Book review: D'Alembert's Principle

June 19, 2018. Review of D’Alembert’s Principle (1996), a playful novel about love, loss, and logic by Andrew Crumey.

D’Alembert’s Principle: A Novel in Three Panels is less a triptych than three distinct novellas, united by a loose framing device and a simple thesis: humans are complicated, and imagination (in the form of storytelling) is the best way of dealing with them.

Portrait of Jean Le Rond d'Alembert (1753). Maurice Quentin de La Tour.

The first “panel” is the deathbed confessional of Jean le Rond d’Alembert, the French polymath who discovered the wave equation and co-edited the first encyclopaedia with Diderot. D’Alembert is cast as a tragicomic figure, whose belief in a governing rational order clashes with the messy realities of human life, particularly in the romantic sphere. Crumey is inspired by the real-life love square involving d’Alembert, salon hostess Julie de Lespinasse, and de Lespinasse’s two paramours, Marquis de Mora and Comte de Guibert. De Lespinasse’s letters famously describe her doomed affairs with de Mora and de Guibert, but the novel takes up d’Alembert’s side of the story: the final reflections of a heartbroken old man, oblivious until too late and unable to process the years of deception. There is genuine human drama here, and Crumey strikes a nice balance between sympathy for Julie and the clueless Jean, the demands of the historical mise-en-scene, and his ultimate authorial goal: lampooning d’Alembert’s carving of the world into neat categories. Indeed, in a subtle bait-and-switch, d’Alembert’s titular “principle” is not his reformulation of classical mechanics, but his division of human activity into Memory, Reason, and Imagination. The first part of the novel represents Memory.

This brings us to the second part of the novel, The Cosmography of Magnus Fergusson. There is a big shift from the restrained tone of the memoir to a wackily metafictional and sometimes undergraduate mode; the Cosmography reads like B-sides to Italo Calvino’s Cosmicomics. The “biographical preface”, on the other hand, outshines the cosmography itself, deftly and humorously reworking some old philosophical ideas. The highlight is the “antisolipsist” McDade, who cannot be convinced that he exists, a figure Fergusson invents as he zones out from a fist-fight. In Crumey’s larger schemata, Fergusson stands for reason unhinged, abstracting and destabilising reality as it does so. He is the brilliant but clueless d’Alembert reductio ad absurdum.

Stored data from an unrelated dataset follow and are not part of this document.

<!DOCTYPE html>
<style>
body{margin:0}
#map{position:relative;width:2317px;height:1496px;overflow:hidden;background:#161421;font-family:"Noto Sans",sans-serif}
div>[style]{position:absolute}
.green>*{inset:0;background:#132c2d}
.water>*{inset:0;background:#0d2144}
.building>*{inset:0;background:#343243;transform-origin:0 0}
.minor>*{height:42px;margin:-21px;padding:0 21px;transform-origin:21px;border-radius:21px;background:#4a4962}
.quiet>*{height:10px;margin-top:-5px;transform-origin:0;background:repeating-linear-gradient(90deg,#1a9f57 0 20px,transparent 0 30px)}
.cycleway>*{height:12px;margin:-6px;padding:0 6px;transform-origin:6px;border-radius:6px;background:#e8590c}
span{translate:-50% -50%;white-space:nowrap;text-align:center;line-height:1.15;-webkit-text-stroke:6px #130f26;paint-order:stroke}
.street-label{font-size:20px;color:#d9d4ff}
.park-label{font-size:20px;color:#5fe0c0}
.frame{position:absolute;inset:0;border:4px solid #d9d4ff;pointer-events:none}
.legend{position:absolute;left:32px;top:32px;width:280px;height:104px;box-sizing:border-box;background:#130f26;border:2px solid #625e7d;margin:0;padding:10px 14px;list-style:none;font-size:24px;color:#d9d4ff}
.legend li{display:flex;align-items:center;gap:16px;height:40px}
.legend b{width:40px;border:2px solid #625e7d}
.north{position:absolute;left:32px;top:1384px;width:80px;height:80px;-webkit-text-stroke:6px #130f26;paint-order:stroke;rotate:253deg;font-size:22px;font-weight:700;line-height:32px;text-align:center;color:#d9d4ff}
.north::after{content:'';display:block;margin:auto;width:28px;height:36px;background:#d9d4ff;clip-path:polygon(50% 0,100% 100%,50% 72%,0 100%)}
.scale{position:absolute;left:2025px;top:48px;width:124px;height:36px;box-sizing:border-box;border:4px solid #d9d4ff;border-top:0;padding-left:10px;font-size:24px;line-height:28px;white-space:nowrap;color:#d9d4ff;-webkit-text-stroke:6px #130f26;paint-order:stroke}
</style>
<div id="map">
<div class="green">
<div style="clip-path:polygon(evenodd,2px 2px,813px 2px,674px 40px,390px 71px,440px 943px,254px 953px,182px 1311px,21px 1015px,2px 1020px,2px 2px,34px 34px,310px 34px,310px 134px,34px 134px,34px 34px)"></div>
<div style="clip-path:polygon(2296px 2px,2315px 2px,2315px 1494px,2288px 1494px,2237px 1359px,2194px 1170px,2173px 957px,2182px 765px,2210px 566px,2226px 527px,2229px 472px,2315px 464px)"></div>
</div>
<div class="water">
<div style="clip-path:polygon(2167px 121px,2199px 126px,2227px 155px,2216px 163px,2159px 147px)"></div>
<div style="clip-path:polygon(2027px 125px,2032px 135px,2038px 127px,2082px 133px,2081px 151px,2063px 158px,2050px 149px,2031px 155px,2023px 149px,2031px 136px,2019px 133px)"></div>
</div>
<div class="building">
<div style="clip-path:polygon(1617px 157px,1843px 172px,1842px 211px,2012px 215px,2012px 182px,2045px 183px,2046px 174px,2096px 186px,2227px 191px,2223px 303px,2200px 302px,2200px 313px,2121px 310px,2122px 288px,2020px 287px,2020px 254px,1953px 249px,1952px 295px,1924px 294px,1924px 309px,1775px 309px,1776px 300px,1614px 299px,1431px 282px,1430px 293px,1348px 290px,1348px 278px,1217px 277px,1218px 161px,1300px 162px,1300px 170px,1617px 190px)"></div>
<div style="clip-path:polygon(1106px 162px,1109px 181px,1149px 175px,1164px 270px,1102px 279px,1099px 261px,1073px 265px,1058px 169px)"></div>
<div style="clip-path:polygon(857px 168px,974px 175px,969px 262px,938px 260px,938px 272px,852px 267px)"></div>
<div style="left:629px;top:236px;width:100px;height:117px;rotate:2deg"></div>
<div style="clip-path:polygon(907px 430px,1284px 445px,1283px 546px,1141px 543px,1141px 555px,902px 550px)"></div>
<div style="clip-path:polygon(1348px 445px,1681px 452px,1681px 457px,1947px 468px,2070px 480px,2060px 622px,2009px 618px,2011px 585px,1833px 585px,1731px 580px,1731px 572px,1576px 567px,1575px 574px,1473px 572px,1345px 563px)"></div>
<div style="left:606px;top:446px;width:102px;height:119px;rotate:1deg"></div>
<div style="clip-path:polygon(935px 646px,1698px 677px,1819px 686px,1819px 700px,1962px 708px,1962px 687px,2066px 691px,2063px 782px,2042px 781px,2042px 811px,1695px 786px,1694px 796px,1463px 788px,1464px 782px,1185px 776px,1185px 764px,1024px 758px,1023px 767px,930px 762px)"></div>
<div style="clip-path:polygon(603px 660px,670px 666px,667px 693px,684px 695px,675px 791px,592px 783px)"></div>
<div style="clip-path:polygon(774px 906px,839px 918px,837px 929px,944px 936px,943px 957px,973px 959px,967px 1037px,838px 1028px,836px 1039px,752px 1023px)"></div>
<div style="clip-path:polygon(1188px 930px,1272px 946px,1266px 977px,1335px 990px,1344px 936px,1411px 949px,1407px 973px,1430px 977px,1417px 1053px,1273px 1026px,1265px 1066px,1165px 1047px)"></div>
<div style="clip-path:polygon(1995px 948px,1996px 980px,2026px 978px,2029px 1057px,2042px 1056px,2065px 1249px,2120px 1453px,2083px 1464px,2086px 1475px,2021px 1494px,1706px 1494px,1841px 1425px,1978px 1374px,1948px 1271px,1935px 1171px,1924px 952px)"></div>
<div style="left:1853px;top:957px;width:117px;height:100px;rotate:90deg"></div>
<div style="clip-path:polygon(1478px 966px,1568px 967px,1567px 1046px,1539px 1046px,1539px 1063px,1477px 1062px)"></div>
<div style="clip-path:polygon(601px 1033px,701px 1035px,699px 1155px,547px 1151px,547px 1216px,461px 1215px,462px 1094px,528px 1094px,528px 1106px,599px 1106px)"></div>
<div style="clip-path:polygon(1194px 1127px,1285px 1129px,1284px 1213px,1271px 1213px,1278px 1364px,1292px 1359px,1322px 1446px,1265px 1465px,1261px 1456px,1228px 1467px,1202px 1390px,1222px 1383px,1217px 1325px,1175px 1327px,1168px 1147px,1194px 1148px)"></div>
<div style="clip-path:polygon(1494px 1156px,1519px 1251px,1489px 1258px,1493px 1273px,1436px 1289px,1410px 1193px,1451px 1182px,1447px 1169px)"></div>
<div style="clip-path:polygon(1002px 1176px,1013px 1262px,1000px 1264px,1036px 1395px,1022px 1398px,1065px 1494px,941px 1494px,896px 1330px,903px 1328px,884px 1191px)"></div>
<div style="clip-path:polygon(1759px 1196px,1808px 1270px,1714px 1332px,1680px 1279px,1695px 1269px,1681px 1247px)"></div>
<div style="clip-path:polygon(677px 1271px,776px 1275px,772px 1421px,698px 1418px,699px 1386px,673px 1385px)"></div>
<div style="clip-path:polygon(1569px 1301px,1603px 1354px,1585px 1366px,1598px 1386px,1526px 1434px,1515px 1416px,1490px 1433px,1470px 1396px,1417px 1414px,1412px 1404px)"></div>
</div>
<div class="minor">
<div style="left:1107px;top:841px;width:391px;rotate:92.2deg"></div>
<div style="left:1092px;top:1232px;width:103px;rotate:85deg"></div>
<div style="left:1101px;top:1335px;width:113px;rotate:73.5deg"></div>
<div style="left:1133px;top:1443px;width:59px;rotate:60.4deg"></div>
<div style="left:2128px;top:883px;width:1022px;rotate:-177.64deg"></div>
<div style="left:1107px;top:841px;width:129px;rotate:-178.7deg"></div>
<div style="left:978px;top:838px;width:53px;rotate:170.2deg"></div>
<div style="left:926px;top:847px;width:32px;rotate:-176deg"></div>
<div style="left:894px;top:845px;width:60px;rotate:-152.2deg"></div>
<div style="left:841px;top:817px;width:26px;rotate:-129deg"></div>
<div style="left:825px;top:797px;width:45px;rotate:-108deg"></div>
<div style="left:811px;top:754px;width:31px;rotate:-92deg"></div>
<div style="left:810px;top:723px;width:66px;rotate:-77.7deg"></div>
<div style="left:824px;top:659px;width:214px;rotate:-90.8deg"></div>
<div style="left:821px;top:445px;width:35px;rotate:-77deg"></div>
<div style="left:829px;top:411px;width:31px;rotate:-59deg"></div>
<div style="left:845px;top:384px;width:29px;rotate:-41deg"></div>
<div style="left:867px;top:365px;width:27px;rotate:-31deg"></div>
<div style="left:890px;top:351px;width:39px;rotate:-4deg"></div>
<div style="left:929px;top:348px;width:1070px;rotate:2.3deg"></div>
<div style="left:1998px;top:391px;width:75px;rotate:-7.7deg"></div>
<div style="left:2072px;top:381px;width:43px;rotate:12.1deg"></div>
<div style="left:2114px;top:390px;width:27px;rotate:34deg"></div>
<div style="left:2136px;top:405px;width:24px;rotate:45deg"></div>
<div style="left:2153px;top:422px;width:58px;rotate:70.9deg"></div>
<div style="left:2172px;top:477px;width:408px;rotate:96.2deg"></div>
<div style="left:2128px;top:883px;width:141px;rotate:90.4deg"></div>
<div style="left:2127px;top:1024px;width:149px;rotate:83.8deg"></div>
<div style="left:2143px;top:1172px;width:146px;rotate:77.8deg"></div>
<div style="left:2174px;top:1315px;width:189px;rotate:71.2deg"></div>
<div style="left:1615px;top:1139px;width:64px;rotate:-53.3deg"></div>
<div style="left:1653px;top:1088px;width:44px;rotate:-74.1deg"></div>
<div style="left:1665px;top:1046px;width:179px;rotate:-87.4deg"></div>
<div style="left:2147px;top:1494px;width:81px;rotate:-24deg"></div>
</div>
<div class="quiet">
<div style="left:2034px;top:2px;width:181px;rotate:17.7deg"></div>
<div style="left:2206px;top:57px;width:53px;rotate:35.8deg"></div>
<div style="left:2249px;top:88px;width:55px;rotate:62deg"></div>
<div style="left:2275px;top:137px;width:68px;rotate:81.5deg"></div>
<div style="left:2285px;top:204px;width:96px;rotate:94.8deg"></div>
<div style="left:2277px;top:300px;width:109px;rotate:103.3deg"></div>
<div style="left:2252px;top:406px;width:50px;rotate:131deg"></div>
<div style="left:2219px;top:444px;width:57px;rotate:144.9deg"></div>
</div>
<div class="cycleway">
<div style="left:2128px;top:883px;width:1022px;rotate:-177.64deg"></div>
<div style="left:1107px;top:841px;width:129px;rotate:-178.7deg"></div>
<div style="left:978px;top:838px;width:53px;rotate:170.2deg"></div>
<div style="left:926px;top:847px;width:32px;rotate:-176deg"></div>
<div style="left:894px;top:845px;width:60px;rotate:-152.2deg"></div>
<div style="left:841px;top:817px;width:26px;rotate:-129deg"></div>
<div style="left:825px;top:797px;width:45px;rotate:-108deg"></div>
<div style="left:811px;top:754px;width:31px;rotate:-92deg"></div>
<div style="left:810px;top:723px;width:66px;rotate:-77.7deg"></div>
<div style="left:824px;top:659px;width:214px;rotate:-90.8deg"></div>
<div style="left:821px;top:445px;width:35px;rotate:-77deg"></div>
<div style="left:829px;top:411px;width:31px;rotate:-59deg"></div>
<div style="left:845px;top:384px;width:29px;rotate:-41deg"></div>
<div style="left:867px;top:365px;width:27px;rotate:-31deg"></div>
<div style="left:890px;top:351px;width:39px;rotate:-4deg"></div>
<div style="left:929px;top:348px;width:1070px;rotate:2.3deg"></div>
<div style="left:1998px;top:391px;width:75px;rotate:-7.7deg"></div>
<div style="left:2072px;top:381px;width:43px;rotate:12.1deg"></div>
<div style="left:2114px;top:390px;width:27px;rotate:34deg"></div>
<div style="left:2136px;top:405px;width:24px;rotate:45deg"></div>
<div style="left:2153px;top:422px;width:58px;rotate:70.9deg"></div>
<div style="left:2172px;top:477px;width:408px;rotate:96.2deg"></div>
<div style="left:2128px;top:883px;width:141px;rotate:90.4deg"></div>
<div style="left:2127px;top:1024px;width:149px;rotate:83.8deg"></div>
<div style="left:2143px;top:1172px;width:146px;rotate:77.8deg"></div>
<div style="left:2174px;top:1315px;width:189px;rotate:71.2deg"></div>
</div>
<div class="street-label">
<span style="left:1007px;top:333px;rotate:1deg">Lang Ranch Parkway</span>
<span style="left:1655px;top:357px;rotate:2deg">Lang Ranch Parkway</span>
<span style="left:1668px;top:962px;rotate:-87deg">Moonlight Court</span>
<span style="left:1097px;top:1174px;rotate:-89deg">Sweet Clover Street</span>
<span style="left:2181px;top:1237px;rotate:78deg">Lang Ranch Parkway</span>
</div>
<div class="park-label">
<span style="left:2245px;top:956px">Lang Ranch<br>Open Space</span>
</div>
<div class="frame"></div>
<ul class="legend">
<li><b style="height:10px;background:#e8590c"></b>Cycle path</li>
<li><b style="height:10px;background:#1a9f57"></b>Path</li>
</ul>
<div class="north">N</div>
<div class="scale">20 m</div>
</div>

The last section, Tales from Rreinnstadt, picks up where Crumey’s light-hearted novel Pfitz leaves off. Rreinnstadt is an elaborately designed fictional world, a clear reference to Borges’ “Tlön, Uqbar, Orbis Tertius”, but with a twist: Pfitz, a character who persists despite the efforts of the Rreinnstadt biographers to uninvent him. Pfitz is the vital embodiment of Imagination, constantly fabulating, no stranger to philosophy but in touch with human nature, coarse, earthy, balanced. In this section, Crumey’s games with layering, narration, and unreliability are more successful and to the point, culminating in a marvellous fragment about an astronomical clock, something like Kafka writing about the Prague orloj.

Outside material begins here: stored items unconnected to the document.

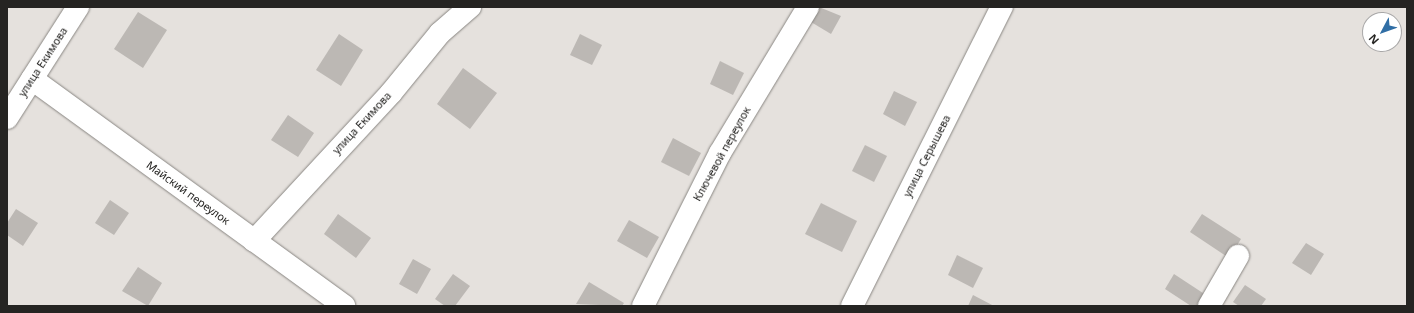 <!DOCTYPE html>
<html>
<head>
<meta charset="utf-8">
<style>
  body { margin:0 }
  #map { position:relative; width:1414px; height:313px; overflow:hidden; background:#e5e1dd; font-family:"Noto Sans",sans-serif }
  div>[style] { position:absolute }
  .building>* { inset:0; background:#bcb8b4 }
  .roads { filter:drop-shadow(0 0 1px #898682) drop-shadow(0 0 1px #898682) }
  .minor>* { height:22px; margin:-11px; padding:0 11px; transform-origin:11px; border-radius:11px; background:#fff }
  span { translate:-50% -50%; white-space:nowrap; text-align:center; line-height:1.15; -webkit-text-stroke:4px #fff; paint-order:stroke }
  .street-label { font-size:11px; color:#252422 }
  .frame { position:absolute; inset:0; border:8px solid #252422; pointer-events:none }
  .north { position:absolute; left:1362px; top:12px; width:40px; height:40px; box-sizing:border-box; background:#fff; border:1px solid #a8a7a7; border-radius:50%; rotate:229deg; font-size:11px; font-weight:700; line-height:16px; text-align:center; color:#252422 }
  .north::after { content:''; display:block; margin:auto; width:14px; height:18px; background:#306ea5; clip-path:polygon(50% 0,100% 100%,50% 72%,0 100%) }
</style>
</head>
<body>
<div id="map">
  <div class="building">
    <div style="clip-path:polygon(819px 7px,841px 16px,831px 34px,811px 22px)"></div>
    <div style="clip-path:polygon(138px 12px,167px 30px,143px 68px,114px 49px)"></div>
    <div style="clip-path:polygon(339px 34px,363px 50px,341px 86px,316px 70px)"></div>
    <div style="clip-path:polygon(580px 34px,602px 45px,592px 65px,570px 55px)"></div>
    <div style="clip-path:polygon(720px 61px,744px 73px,733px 95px,710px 84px)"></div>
    <div style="clip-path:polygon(463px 68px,497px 93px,470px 129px,437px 104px)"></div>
    <div style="clip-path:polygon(894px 91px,917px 102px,905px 126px,883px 114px)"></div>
    <div style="clip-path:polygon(288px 115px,314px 133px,298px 157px,271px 140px)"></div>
    <div style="clip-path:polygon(673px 138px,701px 153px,689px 176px,661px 162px)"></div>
    <div style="clip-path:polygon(865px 145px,887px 156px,874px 182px,852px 171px)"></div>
    <div style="clip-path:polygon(110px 200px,129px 213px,114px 235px,95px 223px)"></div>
    <div style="clip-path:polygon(821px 203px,857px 221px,842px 252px,805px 234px)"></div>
    <div style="clip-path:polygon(16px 209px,38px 223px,23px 246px,7px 235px,7px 223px)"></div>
    <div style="clip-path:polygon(338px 214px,371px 238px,356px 258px,324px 234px)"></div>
    <div style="clip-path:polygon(1202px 214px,1241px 239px,1229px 258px,1190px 232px)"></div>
    <div style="clip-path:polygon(629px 220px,659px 237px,647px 258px,617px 241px)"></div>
    <div style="clip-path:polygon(1306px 243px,1324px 254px,1311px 275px,1292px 263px)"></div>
    <div style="clip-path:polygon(957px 255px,983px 268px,973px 288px,948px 275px)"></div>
    <div style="clip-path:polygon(413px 259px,431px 269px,417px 294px,399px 284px)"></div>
    <div style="clip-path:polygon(138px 267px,162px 283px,148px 306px,122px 291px)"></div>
    <div style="clip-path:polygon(453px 274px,470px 286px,455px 306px,445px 306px,435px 299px)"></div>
    <div style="clip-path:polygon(1174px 274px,1209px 297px,1203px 306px,1191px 306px,1165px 289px)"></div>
    <div style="clip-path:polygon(589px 282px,624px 303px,622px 306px,576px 304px)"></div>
    <div style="clip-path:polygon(1245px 285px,1266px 299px,1261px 306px,1239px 306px,1233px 302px)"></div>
    <div style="clip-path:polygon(973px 295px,994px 306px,968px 306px)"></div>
  </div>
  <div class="roads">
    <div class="minor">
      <div style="left:32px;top:79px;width:386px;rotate:36deg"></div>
      <div style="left:7px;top:118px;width:132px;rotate:-57.4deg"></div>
      <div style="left:254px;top:241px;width:202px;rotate:-47.2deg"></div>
      <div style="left:391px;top:93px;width:77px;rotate:-50.8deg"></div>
      <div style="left:440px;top:33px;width:40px;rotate:-41deg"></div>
      <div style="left:643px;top:306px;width:171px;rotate:-63.3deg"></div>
      <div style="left:720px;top:153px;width:170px;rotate:-58.9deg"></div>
      <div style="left:852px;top:306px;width:335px;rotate:-63.4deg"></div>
      <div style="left:1209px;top:306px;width:58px;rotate:-59.9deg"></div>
    </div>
  </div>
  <div class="street-label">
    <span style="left:43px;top:62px;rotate:-57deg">улица Екимова</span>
    <span style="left:362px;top:123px;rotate:-47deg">улица Екимова</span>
    <span style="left:722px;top:154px;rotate:-61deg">Ключевой переулок</span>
    <span style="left:927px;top:156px;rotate:-63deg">улица Серышева</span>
    <span style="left:188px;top:193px;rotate:36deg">Майский переулок</span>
  </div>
  <div class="frame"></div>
  <div class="north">N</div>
</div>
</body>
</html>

Pfitz’s refusal to take ideas too seriously, or to reduce life to a single totalising principle, allow him to navigate the chaos of human affairs with equanimity. He is the moral centre of the book, the answer to the seemingly insoluble questions of human nature d’Alembert poses. Perhaps D’Alembert’s Principle mirrors Crumey’s shift from mathematical physics to writing fiction and editing a Sunday broadsheet. Or perhaps he simply knows that some imaginative padding is the best way to deal with an unpredictable world.